Lucky for me, there seemed to be plenty of interest, despite the fatigued promotional effort on my end. The project was awarded the “Project We Love!” badge from Kickstarter, had a small feature on Kosmo Foto, was fully funded within two days of launch, and ended up receiving 757% of its modest goal.
I was again encouraged to finish what I’ve started, to polish the book into something that I can call my best effort to date.
By the time I got my funds and spent them on printing materials, I was fairly satisfied with what I had laid out in InDesign. But it wasn’t perfect — I wanted Moscow Dayze to be perfect since this is the first publication in this world that I call “a book that I wrote.” The lack of excellence, I determined, was there because I could not take the place of a reader, particularly that of a reader keen on details.
I must thank my wife for the following hours she spent reading my drafts and providing feedback. There had to be at least five versions of this book that she went through and left comments on. It was certainly helpful to have her be grammar and written-style savvy (she’s a teacher), but the most helpful hints I received were questions, “what does this mean?” and “could you make this more straightforward?” The missing bits I filled in with my thoughts but forgot to write down and the imprecise expressions of my feelings.

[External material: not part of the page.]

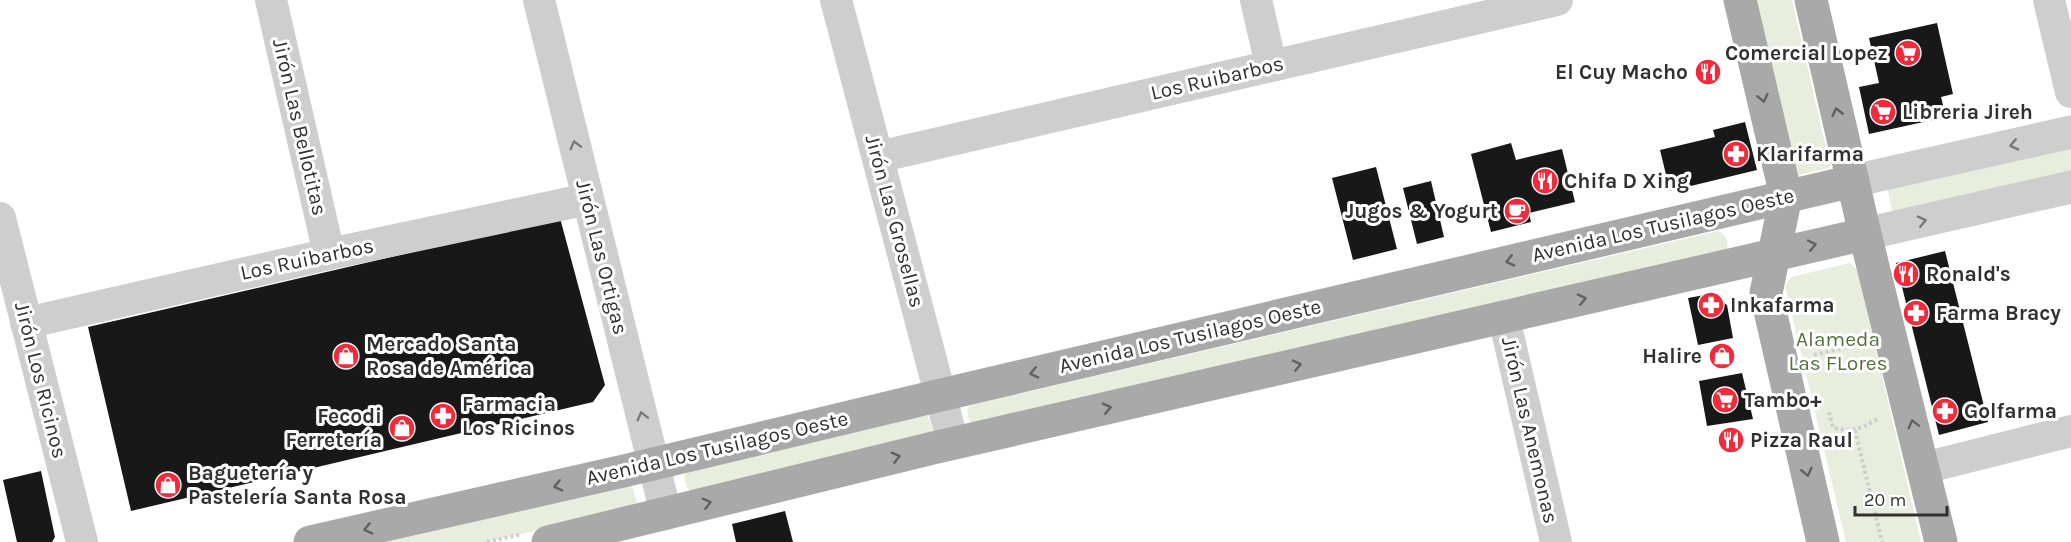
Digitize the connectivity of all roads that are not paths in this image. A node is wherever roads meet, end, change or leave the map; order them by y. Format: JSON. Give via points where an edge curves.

We also spoke about Moscow Dayze a lot when I wasn’t writing. Just speaking about the topics covered in my drafts helped me get a better perspective on what it is that I am trying to do.
I spoke to my mom about this work as well; her picture’s in the book, and I wanted to know her perspective.
After all those edits, is Moscow Dayze really perfect? What if the people closest to me filled in some of the “invisible blanks” with their ideas about me? I rang my old friend in Ottawa to give it a fresh read and to hear his honest feedback. And I am glad that I did — despite the reads, re-reads, and software like Grammarly, he was still able to find issues with style and clarity in my text.
Though I still call Moscow Dayze “my book,” I am forever thankful to Jacob and, especially, Betty for helping me bring it to the level I’ve envisioned.
Follow-up with first readers.
With the written word and images sorted, I sent the book to a couple of first readers. I was expecting to hear more suggestions on improving it, but their responses instead gave me the signal that it was ready to print:
I love it! I couldn’t put it down since it arrived on Saturday. It’s mesmerising. Very heartfelt and wonderful images, and excellent writing.
— Danilo Leonardi.
I love the way you selected the photos to match the text, and the words to match the feeling the photos evoke. There is a strong quality of the photographic concept, and obviously a great selection of images, but what stands out is the overall feeling of memory and nostalgia, as filtered through the emotions of a grown man who steps back in time, when both personal and general history has changed so dramatically. I also love the layout of the spreads, so congratulations from my part, I am truly happy I returned from vacation to such a well done trip down memory lane.
— Crina Prida.
Now that it’s published.
I’ve had a great pleasure writing about the process of making Moscow Dayze on 35mmc, a website I’ve been following and admiring for a very long time. In addition to the opportunity to be published here, I’m hoping to spread awareness about this project. Of course, I would love some of you to buy a copy, but I am also happy to chat about the aspects of bookmaking I may have missed in this read. And I would love to hear the stories you may wish to put in print.